# TASK STATEMENT:
For the listing below, state how many lines include "CARVALHO". The number alone is the answer.

——

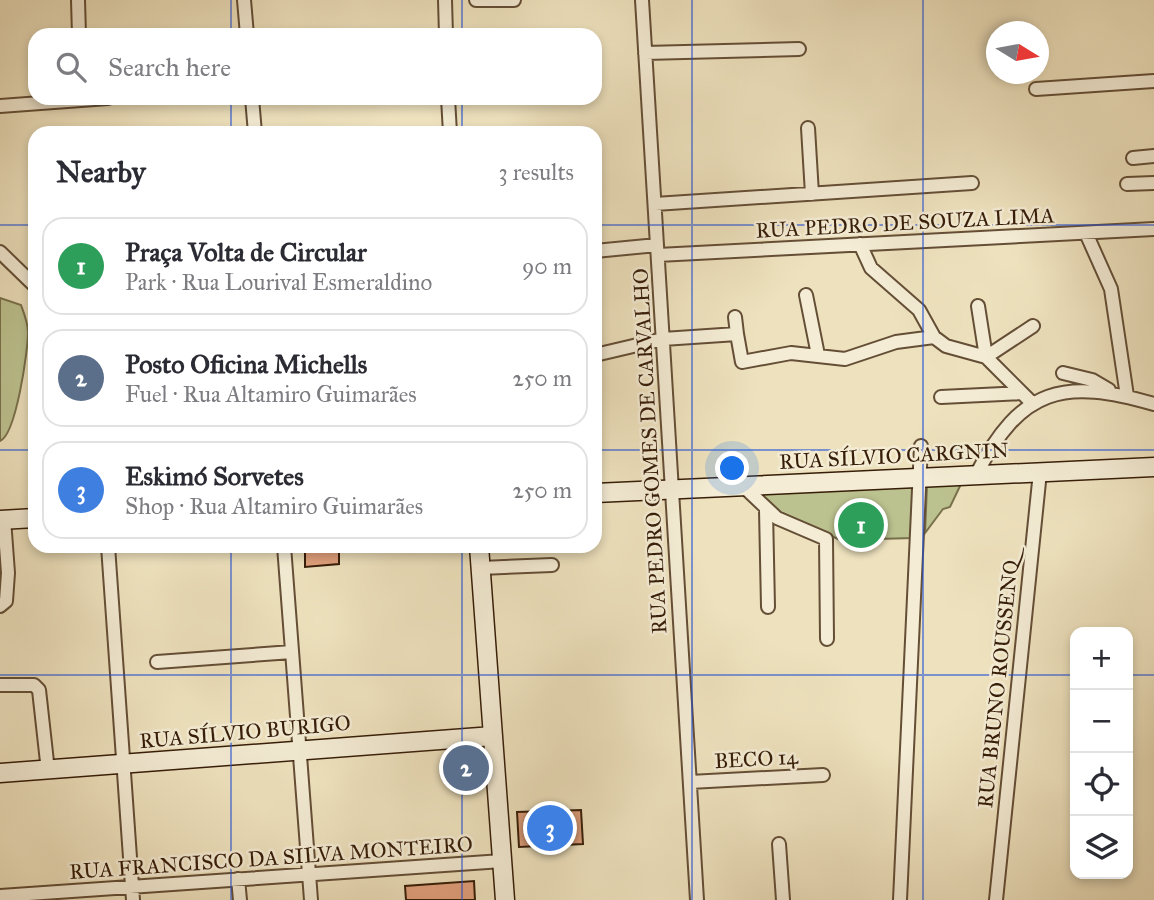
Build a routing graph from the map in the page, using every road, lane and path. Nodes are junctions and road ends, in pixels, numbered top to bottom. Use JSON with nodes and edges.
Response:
{"nodes":[{"id":1,"x":79,"y":0,"type":"edge"},
{"id":2,"x":244,"y":0,"type":"edge"},
{"id":3,"x":445,"y":0,"type":"edge"},
{"id":4,"x":476,"y":0,"type":"edge"},
{"id":5,"x":514,"y":0,"type":"edge"},
{"id":6,"x":642,"y":0,"type":"edge"},
{"id":7,"x":79,"y":28,"type":"edge"},
{"id":8,"x":246,"y":28,"type":"edge"},
{"id":9,"x":446,"y":28,"type":"edge"},
{"id":10,"x":799,"y":49,"type":"dead end"},
{"id":11,"x":645,"y":53,"type":"junction"},
{"id":12,"x":1154,"y":81,"type":"edge"},
{"id":13,"x":1036,"y":89,"type":"dead end"},
{"id":14,"x":28,"y":103,"type":"edge"},
{"id":15,"x":253,"y":105,"type":"edge"},
{"id":16,"x":448,"y":105,"type":"edge"},
{"id":17,"x":0,"y":106,"type":"edge"},
{"id":18,"x":254,"y":126,"type":"edge"},
{"id":19,"x":450,"y":126,"type":"edge"},
{"id":20,"x":808,"y":128,"type":"dead end"},
{"id":21,"x":1154,"y":156,"type":"edge"},
{"id":22,"x":1133,"y":158,"type":"dead end"},
{"id":23,"x":972,"y":183,"type":"dead end"},
{"id":24,"x":1154,"y":183,"type":"edge"},
{"id":25,"x":1127,"y":184,"type":"dead end"},
{"id":26,"x":812,"y":194,"type":"junction"},
{"id":27,"x":655,"y":204,"type":"junction"},
{"id":28,"x":1154,"y":229,"type":"edge"},
{"id":29,"x":1086,"y":233,"type":"junction"},
{"id":30,"x":860,"y":244,"type":"junction"},
{"id":31,"x":657,"y":250,"type":"junction"},
{"id":32,"x":602,"y":251,"type":"edge"},
{"id":33,"x":0,"y":252,"type":"edge"},
{"id":34,"x":28,"y":279,"type":"edge"},
{"id":35,"x":806,"y":295,"type":"dead end"},
{"id":36,"x":978,"y":306,"type":"dead end"},
{"id":37,"x":735,"y":317,"type":"dead end"},
{"id":38,"x":1033,"y":326,"type":"dead end"},
{"id":39,"x":737,"y":334,"type":"junction"},
{"id":40,"x":934,"y":337,"type":"junction"},
{"id":41,"x":663,"y":339,"type":"junction"},
{"id":42,"x":602,"y":353,"type":"edge"},
{"id":43,"x":818,"y":355,"type":"junction"},
{"id":44,"x":986,"y":357,"type":"junction"},
{"id":45,"x":1063,"y":373,"type":"dead end"},
{"id":46,"x":1021,"y":393,"type":"junction"},
{"id":47,"x":1112,"y":393,"type":"junction"},
{"id":48,"x":1127,"y":396,"type":"junction"},
{"id":49,"x":941,"y":397,"type":"dead end"},
{"id":50,"x":1033,"y":404,"type":"junction"},
{"id":51,"x":1154,"y":404,"type":"edge"},
{"id":52,"x":921,"y":446,"type":"dead end"},
{"id":53,"x":1154,"y":467,"type":"edge"},
{"id":54,"x":1040,"y":472,"type":"junction"},
{"id":55,"x":976,"y":475,"type":"junction"},
{"id":56,"x":921,"y":478,"type":"junction"},
{"id":57,"x":743,"y":486,"type":"junction"},
{"id":58,"x":672,"y":489,"type":"junction"},
{"id":59,"x":602,"y":493,"type":"edge"},
{"id":60,"x":766,"y":510,"type":"junction"},
{"id":61,"x":28,"y":518,"type":"edge"},
{"id":62,"x":2,"y":520,"type":"edge"},
{"id":63,"x":109,"y":553,"type":"edge"},
{"id":64,"x":285,"y":553,"type":"edge"},
{"id":65,"x":480,"y":553,"type":"edge"},
{"id":66,"x":552,"y":565,"type":"dead end"},
{"id":67,"x":481,"y":568,"type":"junction"},
{"id":68,"x":0,"y":606,"type":"edge"},
{"id":69,"x":768,"y":607,"type":"dead end"},
{"id":70,"x":827,"y":639,"type":"dead end"},
{"id":71,"x":292,"y":652,"type":"junction"},
{"id":72,"x":157,"y":662,"type":"dead end"},
{"id":73,"x":0,"y":685,"type":"edge"},
{"id":74,"x":493,"y":736,"type":"junction"},
{"id":75,"x":300,"y":751,"type":"junction"},
{"id":76,"x":124,"y":765,"type":"junction"},
{"id":77,"x":48,"y":771,"type":"junction"},
{"id":78,"x":0,"y":773,"type":"edge"},
{"id":79,"x":824,"y":775,"type":"dead end"},
{"id":80,"x":690,"y":782,"type":"junction"},
{"id":81,"x":779,"y":844,"type":"dead end"},
{"id":82,"x":502,"y":861,"type":"junction"},
{"id":83,"x":309,"y":874,"type":"junction"},
{"id":84,"x":238,"y":879,"type":"junction"},
{"id":85,"x":133,"y":893,"type":"edge"},
{"id":86,"x":0,"y":896,"type":"edge"},
{"id":87,"x":240,"y":900,"type":"edge"},
{"id":88,"x":311,"y":900,"type":"edge"},
{"id":89,"x":505,"y":900,"type":"edge"},
{"id":90,"x":697,"y":900,"type":"edge"},
{"id":91,"x":783,"y":900,"type":"edge"},
{"id":92,"x":900,"y":900,"type":"edge"},
{"id":93,"x":996,"y":900,"type":"edge"}],
"edges":[{"from":1,"to":7,"type":"street"},
{"from":2,"to":8,"type":"street"},
{"from":3,"to":9,"type":"street"},
{"from":4,"to":5,"type":"street"},
{"from":6,"to":11,"type":"street","name":"RUA PEDRO GOMES DE CARVALHO"},
{"from":10,"to":11,"type":"street"},
{"from":11,"to":27,"type":"street","name":"RUA PEDRO GOMES DE CARVALHO"},
{"from":12,"to":13,"type":"street"},
{"from":14,"to":17,"type":"street"},
{"from":15,"to":18,"type":"street"},
{"from":16,"to":19,"type":"street"},
{"from":20,"to":26,"type":"street"},
{"from":21,"to":22,"type":"street"},
{"from":23,"to":26,"type":"street"},
{"from":24,"to":25,"type":"street"},
{"from":26,"to":27,"type":"street"},
{"from":27,"to":31,"type":"street","name":"RUA PEDRO GOMES DE CARVALHO"},
{"from":28,"to":29,"type":"street","name":"RUA PEDRO DE SOUZA LIMA"},
{"from":29,"to":30,"type":"street","name":"RUA PEDRO DE SOUZA LIMA"},
{"from":29,"to":48,"type":"street"},
{"from":30,"to":31,"type":"street","name":"RUA PEDRO DE SOUZA LIMA"},
{"from":30,"to":40,"type":"street"},
{"from":31,"to":32,"type":"street","name":"RUA PEDRO DE SOUZA LIMA"},
{"from":31,"to":41,"type":"street","name":"RUA PEDRO GOMES DE CARVALHO"},
{"from":33,"to":34,"type":"street"},
{"from":35,"to":43,"type":"street"},
{"from":36,"to":44,"type":"street"},
{"from":37,"to":39,"type":"street"},
{"from":38,"to":44,"type":"street"},
{"from":39,"to":41,"type":"street"},
{"from":39,"to":43,"type":"street"},
{"from":40,"to":43,"type":"street"},
{"from":40,"to":44,"type":"street"},
{"from":41,"to":42,"type":"street"},
{"from":41,"to":58,"type":"street","name":"RUA PEDRO GOMES DE CARVALHO"},
{"from":44,"to":46,"type":"street"},
{"from":45,"to":47,"type":"street"},
{"from":46,"to":49,"type":"street"},
{"from":46,"to":50,"type":"street"},
{"from":47,"to":48,"type":"street"},
{"from":47,"to":50,"type":"street"},
{"from":48,"to":51,"type":"street"},
{"from":50,"to":55,"type":"street"},
{"from":52,"to":56,"type":"street"},
{"from":53,"to":54,"type":"street","name":"RUA SÍLVIO CARGNIN"},
{"from":54,"to":55,"type":"street","name":"RUA SÍLVIO CARGNIN"},
{"from":54,"to":93,"type":"street","name":"RUA BRUNO ROUSSENQ"},
{"from":55,"to":56,"type":"street","name":"RUA SÍLVIO CARGNIN"},
{"from":56,"to":57,"type":"street","name":"RUA SÍLVIO CARGNIN"},
{"from":56,"to":92,"type":"street"},
{"from":57,"to":58,"type":"street","name":"RUA SÍLVIO CARGNIN"},
{"from":57,"to":60,"type":"street"},
{"from":58,"to":59,"type":"street","name":"RUA SÍLVIO CARGNIN"},
{"from":58,"to":80,"type":"street","name":"RUA PEDRO GOMES DE CARVALHO"},
{"from":60,"to":69,"type":"street"},
{"from":60,"to":70,"type":"street"},
{"from":61,"to":62,"type":"street"},
{"from":62,"to":68,"type":"street"},
{"from":63,"to":76,"type":"street"},
{"from":64,"to":71,"type":"street"},
{"from":65,"to":67,"type":"street"},
{"from":66,"to":67,"type":"street"},
{"from":67,"to":74,"type":"street"},
{"from":71,"to":72,"type":"street"},
{"from":71,"to":75,"type":"street"},
{"from":73,"to":77,"type":"street"},
{"from":74,"to":75,"type":"street","name":"RUA SÍLVIO BURIGO"},
{"from":74,"to":82,"type":"street"},
{"from":75,"to":76,"type":"street","name":"RUA SÍLVIO BURIGO"},
{"from":75,"to":83,"type":"street"},
{"from":76,"to":77,"type":"street","name":"RUA SÍLVIO BURIGO"},
{"from":76,"to":85,"type":"street"},
{"from":77,"to":78,"type":"street","name":"RUA SÍLVIO BURIGO"},
{"from":79,"to":80,"type":"street","name":"BECO 14"},
{"from":80,"to":90,"type":"street","name":"RUA PEDRO GOMES DE CARVALHO"},
{"from":81,"to":91,"type":"street"},
{"from":82,"to":83,"type":"street","name":"RUA FRANCISCO DA SILVA MONTEIRO"},
{"from":82,"to":89,"type":"street"},
{"from":83,"to":84,"type":"street","name":"RUA FRANCISCO DA SILVA MONTEIRO"},
{"from":83,"to":88,"type":"street"},
{"from":84,"to":85,"type":"street","name":"RUA FRANCISCO DA SILVA MONTEIRO"},
{"from":84,"to":87,"type":"street"},
{"from":85,"to":86,"type":"street","name":"RUA FRANCISCO DA SILVA MONTEIRO"}]}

——

# RESULT OF THIS TASK:
7